EXERCISE DESCRIPTION. Using the records below, count the lines with "North" in them. Give the number only.

[Opening RECORDS FOR THE EXERCISE section]

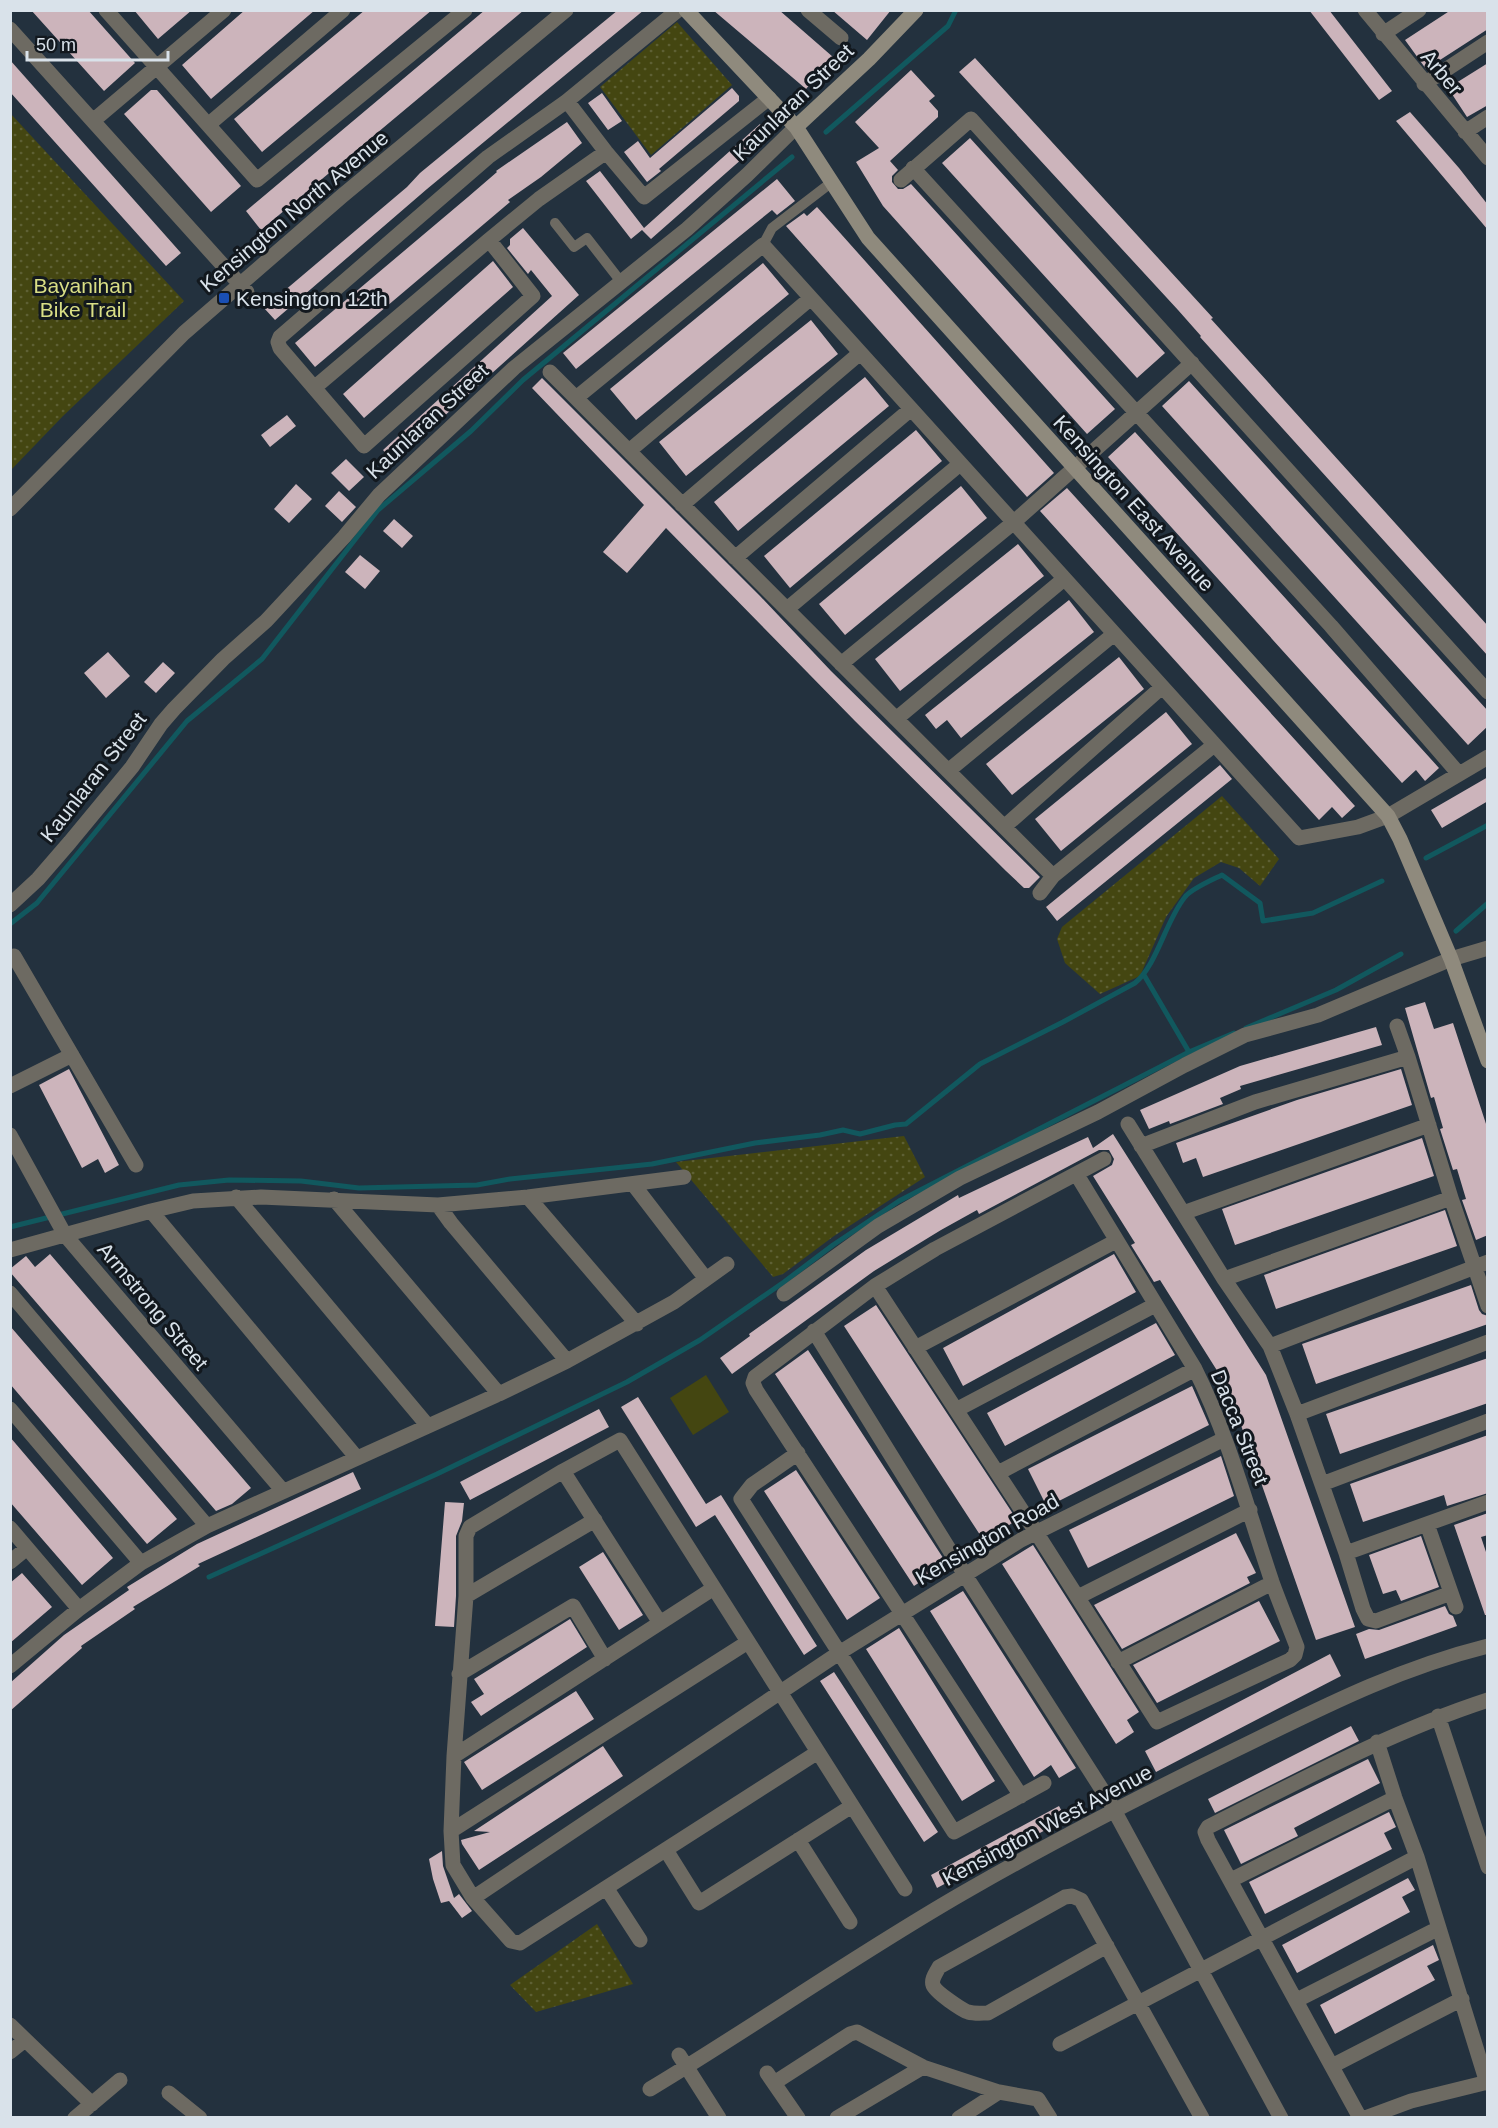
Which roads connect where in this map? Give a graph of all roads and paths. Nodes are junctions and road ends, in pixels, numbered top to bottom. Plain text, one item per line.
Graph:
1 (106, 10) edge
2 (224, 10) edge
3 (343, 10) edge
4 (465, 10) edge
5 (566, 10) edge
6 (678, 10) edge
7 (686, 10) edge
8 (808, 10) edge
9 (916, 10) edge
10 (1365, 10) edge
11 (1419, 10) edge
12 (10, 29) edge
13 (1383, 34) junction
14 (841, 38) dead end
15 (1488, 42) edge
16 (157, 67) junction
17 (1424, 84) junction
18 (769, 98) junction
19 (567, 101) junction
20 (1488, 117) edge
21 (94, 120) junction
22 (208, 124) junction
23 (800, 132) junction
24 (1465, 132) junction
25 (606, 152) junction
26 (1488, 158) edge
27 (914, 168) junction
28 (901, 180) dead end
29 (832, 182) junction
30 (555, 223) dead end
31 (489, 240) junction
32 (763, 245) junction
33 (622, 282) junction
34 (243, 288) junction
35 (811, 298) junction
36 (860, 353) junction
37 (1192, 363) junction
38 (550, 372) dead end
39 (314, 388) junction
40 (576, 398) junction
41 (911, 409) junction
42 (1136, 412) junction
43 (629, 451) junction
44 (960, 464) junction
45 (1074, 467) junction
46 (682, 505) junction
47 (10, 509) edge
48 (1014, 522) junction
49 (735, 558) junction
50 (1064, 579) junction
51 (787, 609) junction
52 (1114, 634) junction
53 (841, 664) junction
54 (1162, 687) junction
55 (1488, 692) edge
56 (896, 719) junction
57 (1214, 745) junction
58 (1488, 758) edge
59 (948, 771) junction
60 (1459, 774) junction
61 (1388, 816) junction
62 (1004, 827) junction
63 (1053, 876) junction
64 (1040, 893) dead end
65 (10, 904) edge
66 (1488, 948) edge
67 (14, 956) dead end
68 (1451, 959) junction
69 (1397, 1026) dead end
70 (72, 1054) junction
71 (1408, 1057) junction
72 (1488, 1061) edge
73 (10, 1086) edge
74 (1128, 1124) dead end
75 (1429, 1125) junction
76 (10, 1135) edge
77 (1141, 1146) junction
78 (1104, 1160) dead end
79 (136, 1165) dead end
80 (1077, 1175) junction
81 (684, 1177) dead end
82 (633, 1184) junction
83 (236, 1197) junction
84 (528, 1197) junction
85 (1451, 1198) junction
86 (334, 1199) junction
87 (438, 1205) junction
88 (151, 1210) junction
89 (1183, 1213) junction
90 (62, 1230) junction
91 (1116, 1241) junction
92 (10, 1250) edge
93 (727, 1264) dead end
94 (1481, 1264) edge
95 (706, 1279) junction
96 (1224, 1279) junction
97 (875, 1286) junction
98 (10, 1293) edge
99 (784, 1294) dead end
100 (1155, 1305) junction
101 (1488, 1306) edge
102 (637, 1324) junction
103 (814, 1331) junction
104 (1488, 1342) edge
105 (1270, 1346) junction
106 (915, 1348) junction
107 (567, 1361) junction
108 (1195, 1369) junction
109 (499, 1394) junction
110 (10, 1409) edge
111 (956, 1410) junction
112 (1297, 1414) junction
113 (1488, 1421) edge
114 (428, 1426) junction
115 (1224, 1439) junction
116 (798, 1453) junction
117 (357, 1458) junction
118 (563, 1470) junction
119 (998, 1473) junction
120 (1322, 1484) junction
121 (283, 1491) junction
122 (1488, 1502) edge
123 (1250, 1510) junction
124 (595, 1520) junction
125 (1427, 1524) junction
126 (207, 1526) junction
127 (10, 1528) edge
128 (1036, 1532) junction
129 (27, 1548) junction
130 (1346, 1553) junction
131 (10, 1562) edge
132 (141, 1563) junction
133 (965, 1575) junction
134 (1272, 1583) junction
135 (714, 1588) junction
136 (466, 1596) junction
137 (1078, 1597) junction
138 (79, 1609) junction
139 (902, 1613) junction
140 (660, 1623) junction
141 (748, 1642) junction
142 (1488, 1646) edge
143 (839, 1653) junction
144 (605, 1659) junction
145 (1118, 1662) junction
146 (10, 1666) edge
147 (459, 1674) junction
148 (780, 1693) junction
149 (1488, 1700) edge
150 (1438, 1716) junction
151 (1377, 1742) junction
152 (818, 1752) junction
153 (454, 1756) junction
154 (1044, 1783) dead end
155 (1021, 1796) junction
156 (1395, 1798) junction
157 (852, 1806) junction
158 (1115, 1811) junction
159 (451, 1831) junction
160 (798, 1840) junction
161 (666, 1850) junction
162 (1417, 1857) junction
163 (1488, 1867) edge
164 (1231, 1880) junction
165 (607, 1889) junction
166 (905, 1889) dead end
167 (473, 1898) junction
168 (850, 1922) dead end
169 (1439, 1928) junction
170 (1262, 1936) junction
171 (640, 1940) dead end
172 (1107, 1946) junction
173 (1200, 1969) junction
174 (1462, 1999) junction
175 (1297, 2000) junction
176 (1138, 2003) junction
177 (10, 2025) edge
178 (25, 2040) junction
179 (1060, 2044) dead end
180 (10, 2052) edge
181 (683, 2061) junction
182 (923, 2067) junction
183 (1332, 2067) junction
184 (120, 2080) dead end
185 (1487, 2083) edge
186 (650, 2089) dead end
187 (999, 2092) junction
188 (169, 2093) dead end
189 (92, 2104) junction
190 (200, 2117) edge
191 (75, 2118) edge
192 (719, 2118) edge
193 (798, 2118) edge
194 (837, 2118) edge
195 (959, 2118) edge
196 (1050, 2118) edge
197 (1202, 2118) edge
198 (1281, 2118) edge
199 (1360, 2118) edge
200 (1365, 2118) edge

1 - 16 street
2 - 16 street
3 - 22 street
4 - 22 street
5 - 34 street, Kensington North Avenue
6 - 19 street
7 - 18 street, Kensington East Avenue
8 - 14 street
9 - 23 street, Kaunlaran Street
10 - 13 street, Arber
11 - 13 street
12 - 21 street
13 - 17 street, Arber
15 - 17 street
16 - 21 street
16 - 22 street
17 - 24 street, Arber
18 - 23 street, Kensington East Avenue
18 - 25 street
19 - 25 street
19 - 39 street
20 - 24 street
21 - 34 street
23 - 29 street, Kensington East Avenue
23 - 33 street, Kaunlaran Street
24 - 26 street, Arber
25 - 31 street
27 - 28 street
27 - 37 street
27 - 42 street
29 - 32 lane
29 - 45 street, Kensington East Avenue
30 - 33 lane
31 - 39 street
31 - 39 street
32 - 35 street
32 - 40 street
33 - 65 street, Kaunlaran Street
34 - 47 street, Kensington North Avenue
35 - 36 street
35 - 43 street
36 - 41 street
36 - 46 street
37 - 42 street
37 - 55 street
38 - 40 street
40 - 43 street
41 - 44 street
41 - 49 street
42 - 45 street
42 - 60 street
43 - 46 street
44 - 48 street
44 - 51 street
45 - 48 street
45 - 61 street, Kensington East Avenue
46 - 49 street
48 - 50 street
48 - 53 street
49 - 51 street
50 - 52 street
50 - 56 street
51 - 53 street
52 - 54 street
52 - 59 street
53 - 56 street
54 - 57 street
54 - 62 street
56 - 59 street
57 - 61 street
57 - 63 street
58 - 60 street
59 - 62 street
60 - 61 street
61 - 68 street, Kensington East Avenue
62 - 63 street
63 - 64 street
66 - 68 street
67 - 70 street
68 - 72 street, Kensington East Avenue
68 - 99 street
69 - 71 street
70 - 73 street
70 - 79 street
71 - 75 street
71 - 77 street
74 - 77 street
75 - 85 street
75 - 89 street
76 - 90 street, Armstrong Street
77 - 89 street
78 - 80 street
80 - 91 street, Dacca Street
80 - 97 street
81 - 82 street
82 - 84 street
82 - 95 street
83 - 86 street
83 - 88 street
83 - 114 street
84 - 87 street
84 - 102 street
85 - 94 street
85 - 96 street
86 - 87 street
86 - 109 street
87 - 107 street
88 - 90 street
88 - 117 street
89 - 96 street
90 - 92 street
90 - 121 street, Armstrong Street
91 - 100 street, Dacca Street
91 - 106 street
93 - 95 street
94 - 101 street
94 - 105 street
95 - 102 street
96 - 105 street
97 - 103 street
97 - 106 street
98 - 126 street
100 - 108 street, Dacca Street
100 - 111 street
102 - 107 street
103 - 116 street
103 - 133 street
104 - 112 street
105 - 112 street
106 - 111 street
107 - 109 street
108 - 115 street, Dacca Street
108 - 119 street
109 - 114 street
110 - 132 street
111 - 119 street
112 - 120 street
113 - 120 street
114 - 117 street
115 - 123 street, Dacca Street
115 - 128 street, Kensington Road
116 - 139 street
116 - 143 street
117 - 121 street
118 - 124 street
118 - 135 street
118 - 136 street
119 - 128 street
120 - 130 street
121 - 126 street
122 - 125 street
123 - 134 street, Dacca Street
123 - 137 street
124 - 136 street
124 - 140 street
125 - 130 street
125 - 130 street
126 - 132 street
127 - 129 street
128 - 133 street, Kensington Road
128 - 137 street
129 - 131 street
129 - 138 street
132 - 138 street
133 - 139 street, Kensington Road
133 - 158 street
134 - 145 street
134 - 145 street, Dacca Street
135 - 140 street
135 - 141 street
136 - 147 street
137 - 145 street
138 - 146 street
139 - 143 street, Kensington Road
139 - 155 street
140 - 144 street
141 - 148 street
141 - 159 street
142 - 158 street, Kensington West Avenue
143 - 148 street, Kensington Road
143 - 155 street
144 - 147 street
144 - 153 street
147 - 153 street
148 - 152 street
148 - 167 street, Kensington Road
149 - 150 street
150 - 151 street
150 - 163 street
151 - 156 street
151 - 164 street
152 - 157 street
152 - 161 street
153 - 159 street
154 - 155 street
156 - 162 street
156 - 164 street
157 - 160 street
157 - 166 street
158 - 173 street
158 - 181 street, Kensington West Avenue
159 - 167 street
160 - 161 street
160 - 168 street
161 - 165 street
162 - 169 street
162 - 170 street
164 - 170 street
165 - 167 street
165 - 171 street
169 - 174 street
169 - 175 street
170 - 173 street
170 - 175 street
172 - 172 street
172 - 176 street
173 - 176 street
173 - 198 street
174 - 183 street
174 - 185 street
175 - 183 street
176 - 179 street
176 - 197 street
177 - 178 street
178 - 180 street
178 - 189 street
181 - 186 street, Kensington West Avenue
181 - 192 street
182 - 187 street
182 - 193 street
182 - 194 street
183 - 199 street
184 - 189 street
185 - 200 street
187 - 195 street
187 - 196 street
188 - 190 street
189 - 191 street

[Closing RECORDS FOR THE EXERCISE section]

ANSWER SECTION. 2